Почему я позволял Джону меня использовать? Почему он мог всецело претендовать на мое время и внимание, вмешивался в мои дела и мою журналистскую карьеру? Едва ли его можно было назвать милым. Разумеется, он был уникальным материалом для журналиста и биографа – а уже тогда я решил, что однажды расскажу миру все, что сам знаю о Джоне. Даже еще не полностью сформировавшийся разум Джона определенно оказывал на меня влияние куда более сложное, чем могла бы произвести какая-то новая диковина. Возможно, уже тогда я чувствовал, что он двигается к некоему духовному перерождению, которое придаст новый смысл всему сущему. И надеялся, что мне перепадет хоть лучик от его сияния. Лишь гораздо позднее я осознал, что его ви́дение находилось далеко за пределами способностей человеческого воображения.
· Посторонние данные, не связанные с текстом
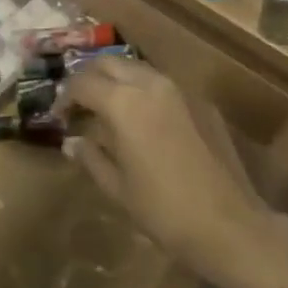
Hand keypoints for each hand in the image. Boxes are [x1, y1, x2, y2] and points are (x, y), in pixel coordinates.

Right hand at [61, 57, 271, 276]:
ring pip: (137, 68)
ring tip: (108, 109)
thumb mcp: (117, 188)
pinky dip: (144, 91)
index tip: (58, 116)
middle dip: (89, 78)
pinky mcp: (200, 101)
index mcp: (123, 103)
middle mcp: (150, 83)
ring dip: (117, 80)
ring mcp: (179, 89)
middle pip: (108, 63)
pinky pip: (162, 85)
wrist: (229, 224)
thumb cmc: (163, 210)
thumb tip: (71, 142)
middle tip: (80, 105)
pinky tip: (144, 121)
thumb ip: (91, 157)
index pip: (82, 83)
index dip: (65, 97)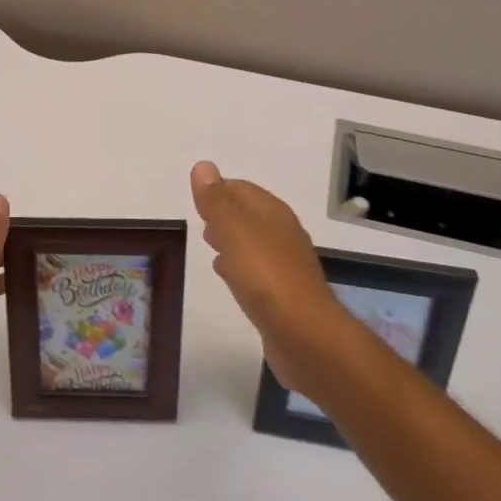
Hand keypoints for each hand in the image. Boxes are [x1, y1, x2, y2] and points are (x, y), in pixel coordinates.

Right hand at [190, 162, 344, 393]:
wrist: (305, 335)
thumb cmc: (265, 275)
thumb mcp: (233, 230)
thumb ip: (216, 200)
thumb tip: (203, 166)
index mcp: (272, 212)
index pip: (241, 188)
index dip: (217, 190)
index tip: (196, 200)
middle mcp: (282, 233)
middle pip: (248, 214)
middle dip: (224, 214)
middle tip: (200, 221)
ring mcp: (286, 265)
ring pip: (252, 242)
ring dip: (231, 240)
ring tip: (209, 245)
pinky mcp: (284, 294)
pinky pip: (256, 270)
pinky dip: (239, 266)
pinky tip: (228, 276)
Но на описываемый момент единственным «просветлением», которое исходило от Джона, была ужасная убежденность в бессмысленности существования нашего вида. На это открытие он реагировал порой с раздражением, иногда – с ужасом перед той судьбой, что ожидала человеческий мир, и перед тем, насколько он сам в нее впутался. В иных случаях в нем просыпалась жалость, порой – злобная радость, а иногда – какое-то тихое чувство, в котором странно переплетались сострадание, ужас и мрачное предвкушение.
Теперь я попытаюсь составить некоторое представление о реакции Джона на окружавший его человеческий мир. Для этого в более или менее случайном порядке приведу некоторые его комментарии об отдельных людях и их типах, о властях и движениях, управлявших ими, – обо всем, что он изучал в то время.
Начнем с психиатра. Мнение Джона об этом выдающемся манипуляторе сознаний, как мне кажется, показывало одновременно то раздражение, которое вызывал в нем Homo Sapiens, и сочувственное понимание трудностей, перед лицом которых оказывается создание, не являющееся уже полностью животным, но еще не ставшее человеком.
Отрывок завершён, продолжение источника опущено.